- [Your instructions]:
Return the full listing, keeping every line exactly as it is.

- [Data extract]:
· · · · · · ·
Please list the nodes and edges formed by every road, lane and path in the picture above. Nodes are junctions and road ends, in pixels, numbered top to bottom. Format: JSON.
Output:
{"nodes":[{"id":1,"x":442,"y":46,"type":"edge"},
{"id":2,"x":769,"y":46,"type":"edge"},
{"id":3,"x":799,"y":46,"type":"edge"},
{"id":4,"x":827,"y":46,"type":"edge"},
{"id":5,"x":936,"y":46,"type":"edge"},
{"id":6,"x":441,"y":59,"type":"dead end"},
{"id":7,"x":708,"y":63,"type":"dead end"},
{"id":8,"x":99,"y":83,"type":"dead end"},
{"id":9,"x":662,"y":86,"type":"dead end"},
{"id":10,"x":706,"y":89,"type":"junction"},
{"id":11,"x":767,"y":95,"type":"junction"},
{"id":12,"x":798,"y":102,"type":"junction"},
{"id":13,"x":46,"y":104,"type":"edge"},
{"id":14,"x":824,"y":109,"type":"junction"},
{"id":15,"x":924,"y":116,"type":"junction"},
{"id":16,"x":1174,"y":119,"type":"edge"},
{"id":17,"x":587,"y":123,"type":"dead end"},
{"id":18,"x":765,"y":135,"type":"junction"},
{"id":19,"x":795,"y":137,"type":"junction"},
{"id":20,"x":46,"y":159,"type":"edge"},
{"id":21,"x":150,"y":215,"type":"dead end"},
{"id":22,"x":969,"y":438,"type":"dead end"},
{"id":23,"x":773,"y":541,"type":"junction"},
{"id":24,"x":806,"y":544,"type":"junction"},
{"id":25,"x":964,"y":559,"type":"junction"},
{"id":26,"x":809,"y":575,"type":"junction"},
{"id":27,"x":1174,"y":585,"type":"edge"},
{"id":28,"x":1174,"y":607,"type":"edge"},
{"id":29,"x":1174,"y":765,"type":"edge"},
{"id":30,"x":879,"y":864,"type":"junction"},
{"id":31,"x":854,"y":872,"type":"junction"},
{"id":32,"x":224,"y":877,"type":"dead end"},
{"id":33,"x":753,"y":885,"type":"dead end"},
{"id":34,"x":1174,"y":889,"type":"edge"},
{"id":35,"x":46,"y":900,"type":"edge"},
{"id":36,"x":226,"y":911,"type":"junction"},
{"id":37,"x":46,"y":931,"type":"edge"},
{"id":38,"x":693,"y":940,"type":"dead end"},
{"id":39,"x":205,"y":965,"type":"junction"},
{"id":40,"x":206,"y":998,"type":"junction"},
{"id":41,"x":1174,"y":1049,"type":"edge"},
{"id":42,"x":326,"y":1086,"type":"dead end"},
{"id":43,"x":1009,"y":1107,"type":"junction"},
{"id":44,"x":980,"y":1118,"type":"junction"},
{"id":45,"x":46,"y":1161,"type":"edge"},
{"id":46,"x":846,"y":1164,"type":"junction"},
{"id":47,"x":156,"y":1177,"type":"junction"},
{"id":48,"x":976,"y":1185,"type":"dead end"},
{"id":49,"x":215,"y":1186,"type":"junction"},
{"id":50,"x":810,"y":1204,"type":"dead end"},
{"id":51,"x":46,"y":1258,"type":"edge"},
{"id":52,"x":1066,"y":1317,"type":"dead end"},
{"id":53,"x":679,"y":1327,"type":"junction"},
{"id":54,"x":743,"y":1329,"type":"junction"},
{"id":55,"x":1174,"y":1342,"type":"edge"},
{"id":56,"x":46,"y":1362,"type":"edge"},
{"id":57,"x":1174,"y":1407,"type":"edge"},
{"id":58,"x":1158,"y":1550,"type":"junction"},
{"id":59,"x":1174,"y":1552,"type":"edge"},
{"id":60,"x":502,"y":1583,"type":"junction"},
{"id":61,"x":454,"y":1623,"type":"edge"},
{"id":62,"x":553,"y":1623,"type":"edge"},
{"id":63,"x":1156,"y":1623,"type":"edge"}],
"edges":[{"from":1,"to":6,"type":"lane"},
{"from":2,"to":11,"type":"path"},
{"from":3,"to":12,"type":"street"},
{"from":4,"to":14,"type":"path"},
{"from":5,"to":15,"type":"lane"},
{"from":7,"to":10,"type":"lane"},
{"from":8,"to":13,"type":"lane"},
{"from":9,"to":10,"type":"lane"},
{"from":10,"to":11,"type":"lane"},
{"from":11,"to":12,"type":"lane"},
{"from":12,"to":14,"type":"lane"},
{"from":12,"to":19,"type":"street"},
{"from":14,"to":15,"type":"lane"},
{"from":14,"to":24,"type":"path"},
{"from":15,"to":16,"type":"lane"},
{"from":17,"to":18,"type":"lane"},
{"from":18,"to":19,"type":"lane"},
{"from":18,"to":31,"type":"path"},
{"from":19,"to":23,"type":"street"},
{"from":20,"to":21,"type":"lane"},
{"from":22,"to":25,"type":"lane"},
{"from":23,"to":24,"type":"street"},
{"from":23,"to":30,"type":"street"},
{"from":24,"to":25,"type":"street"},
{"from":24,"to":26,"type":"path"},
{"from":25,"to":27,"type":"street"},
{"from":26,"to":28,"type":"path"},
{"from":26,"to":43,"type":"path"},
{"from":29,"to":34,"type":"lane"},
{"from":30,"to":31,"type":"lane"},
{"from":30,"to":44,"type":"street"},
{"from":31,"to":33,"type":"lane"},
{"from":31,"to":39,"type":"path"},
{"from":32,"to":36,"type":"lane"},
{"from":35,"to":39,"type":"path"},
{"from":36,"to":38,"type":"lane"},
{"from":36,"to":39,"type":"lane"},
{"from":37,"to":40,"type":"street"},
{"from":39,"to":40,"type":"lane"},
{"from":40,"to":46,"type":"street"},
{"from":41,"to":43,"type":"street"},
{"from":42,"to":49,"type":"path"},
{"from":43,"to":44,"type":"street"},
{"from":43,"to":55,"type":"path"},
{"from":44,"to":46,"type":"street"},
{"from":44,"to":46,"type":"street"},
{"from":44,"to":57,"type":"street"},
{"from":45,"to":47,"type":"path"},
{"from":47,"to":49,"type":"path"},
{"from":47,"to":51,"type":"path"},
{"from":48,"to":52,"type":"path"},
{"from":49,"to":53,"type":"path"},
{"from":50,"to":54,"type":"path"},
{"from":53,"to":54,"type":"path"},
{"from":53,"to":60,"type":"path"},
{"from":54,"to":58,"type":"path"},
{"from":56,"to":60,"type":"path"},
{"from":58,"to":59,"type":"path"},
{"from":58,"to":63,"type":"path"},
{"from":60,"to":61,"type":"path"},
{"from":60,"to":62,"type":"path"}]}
· · · · · · ·
- [Response area]:
Please list the nodes and edges formed by every road, lane and path in the picture above. Nodes are junctions and road ends, in pixels, numbered top to bottom. Format: JSON.
Output:
{"nodes":[{"id":1,"x":442,"y":46,"type":"edge"},
{"id":2,"x":769,"y":46,"type":"edge"},
{"id":3,"x":799,"y":46,"type":"edge"},
{"id":4,"x":827,"y":46,"type":"edge"},
{"id":5,"x":936,"y":46,"type":"edge"},
{"id":6,"x":441,"y":59,"type":"dead end"},
{"id":7,"x":708,"y":63,"type":"dead end"},
{"id":8,"x":99,"y":83,"type":"dead end"},
{"id":9,"x":662,"y":86,"type":"dead end"},
{"id":10,"x":706,"y":89,"type":"junction"},
{"id":11,"x":767,"y":95,"type":"junction"},
{"id":12,"x":798,"y":102,"type":"junction"},
{"id":13,"x":46,"y":104,"type":"edge"},
{"id":14,"x":824,"y":109,"type":"junction"},
{"id":15,"x":924,"y":116,"type":"junction"},
{"id":16,"x":1174,"y":119,"type":"edge"},
{"id":17,"x":587,"y":123,"type":"dead end"},
{"id":18,"x":765,"y":135,"type":"junction"},
{"id":19,"x":795,"y":137,"type":"junction"},
{"id":20,"x":46,"y":159,"type":"edge"},
{"id":21,"x":150,"y":215,"type":"dead end"},
{"id":22,"x":969,"y":438,"type":"dead end"},
{"id":23,"x":773,"y":541,"type":"junction"},
{"id":24,"x":806,"y":544,"type":"junction"},
{"id":25,"x":964,"y":559,"type":"junction"},
{"id":26,"x":809,"y":575,"type":"junction"},
{"id":27,"x":1174,"y":585,"type":"edge"},
{"id":28,"x":1174,"y":607,"type":"edge"},
{"id":29,"x":1174,"y":765,"type":"edge"},
{"id":30,"x":879,"y":864,"type":"junction"},
{"id":31,"x":854,"y":872,"type":"junction"},
{"id":32,"x":224,"y":877,"type":"dead end"},
{"id":33,"x":753,"y":885,"type":"dead end"},
{"id":34,"x":1174,"y":889,"type":"edge"},
{"id":35,"x":46,"y":900,"type":"edge"},
{"id":36,"x":226,"y":911,"type":"junction"},
{"id":37,"x":46,"y":931,"type":"edge"},
{"id":38,"x":693,"y":940,"type":"dead end"},
{"id":39,"x":205,"y":965,"type":"junction"},
{"id":40,"x":206,"y":998,"type":"junction"},
{"id":41,"x":1174,"y":1049,"type":"edge"},
{"id":42,"x":326,"y":1086,"type":"dead end"},
{"id":43,"x":1009,"y":1107,"type":"junction"},
{"id":44,"x":980,"y":1118,"type":"junction"},
{"id":45,"x":46,"y":1161,"type":"edge"},
{"id":46,"x":846,"y":1164,"type":"junction"},
{"id":47,"x":156,"y":1177,"type":"junction"},
{"id":48,"x":976,"y":1185,"type":"dead end"},
{"id":49,"x":215,"y":1186,"type":"junction"},
{"id":50,"x":810,"y":1204,"type":"dead end"},
{"id":51,"x":46,"y":1258,"type":"edge"},
{"id":52,"x":1066,"y":1317,"type":"dead end"},
{"id":53,"x":679,"y":1327,"type":"junction"},
{"id":54,"x":743,"y":1329,"type":"junction"},
{"id":55,"x":1174,"y":1342,"type":"edge"},
{"id":56,"x":46,"y":1362,"type":"edge"},
{"id":57,"x":1174,"y":1407,"type":"edge"},
{"id":58,"x":1158,"y":1550,"type":"junction"},
{"id":59,"x":1174,"y":1552,"type":"edge"},
{"id":60,"x":502,"y":1583,"type":"junction"},
{"id":61,"x":454,"y":1623,"type":"edge"},
{"id":62,"x":553,"y":1623,"type":"edge"},
{"id":63,"x":1156,"y":1623,"type":"edge"}],
"edges":[{"from":1,"to":6,"type":"lane"},
{"from":2,"to":11,"type":"path"},
{"from":3,"to":12,"type":"street"},
{"from":4,"to":14,"type":"path"},
{"from":5,"to":15,"type":"lane"},
{"from":7,"to":10,"type":"lane"},
{"from":8,"to":13,"type":"lane"},
{"from":9,"to":10,"type":"lane"},
{"from":10,"to":11,"type":"lane"},
{"from":11,"to":12,"type":"lane"},
{"from":12,"to":14,"type":"lane"},
{"from":12,"to":19,"type":"street"},
{"from":14,"to":15,"type":"lane"},
{"from":14,"to":24,"type":"path"},
{"from":15,"to":16,"type":"lane"},
{"from":17,"to":18,"type":"lane"},
{"from":18,"to":19,"type":"lane"},
{"from":18,"to":31,"type":"path"},
{"from":19,"to":23,"type":"street"},
{"from":20,"to":21,"type":"lane"},
{"from":22,"to":25,"type":"lane"},
{"from":23,"to":24,"type":"street"},
{"from":23,"to":30,"type":"street"},
{"from":24,"to":25,"type":"street"},
{"from":24,"to":26,"type":"path"},
{"from":25,"to":27,"type":"street"},
{"from":26,"to":28,"type":"path"},
{"from":26,"to":43,"type":"path"},
{"from":29,"to":34,"type":"lane"},
{"from":30,"to":31,"type":"lane"},
{"from":30,"to":44,"type":"street"},
{"from":31,"to":33,"type":"lane"},
{"from":31,"to":39,"type":"path"},
{"from":32,"to":36,"type":"lane"},
{"from":35,"to":39,"type":"path"},
{"from":36,"to":38,"type":"lane"},
{"from":36,"to":39,"type":"lane"},
{"from":37,"to":40,"type":"street"},
{"from":39,"to":40,"type":"lane"},
{"from":40,"to":46,"type":"street"},
{"from":41,"to":43,"type":"street"},
{"from":42,"to":49,"type":"path"},
{"from":43,"to":44,"type":"street"},
{"from":43,"to":55,"type":"path"},
{"from":44,"to":46,"type":"street"},
{"from":44,"to":46,"type":"street"},
{"from":44,"to":57,"type":"street"},
{"from":45,"to":47,"type":"path"},
{"from":47,"to":49,"type":"path"},
{"from":47,"to":51,"type":"path"},
{"from":48,"to":52,"type":"path"},
{"from":49,"to":53,"type":"path"},
{"from":50,"to":54,"type":"path"},
{"from":53,"to":54,"type":"path"},
{"from":53,"to":60,"type":"path"},
{"from":54,"to":58,"type":"path"},
{"from":56,"to":60,"type":"path"},
{"from":58,"to":59,"type":"path"},
{"from":58,"to":63,"type":"path"},
{"from":60,"to":61,"type":"path"},
{"from":60,"to":62,"type":"path"}]}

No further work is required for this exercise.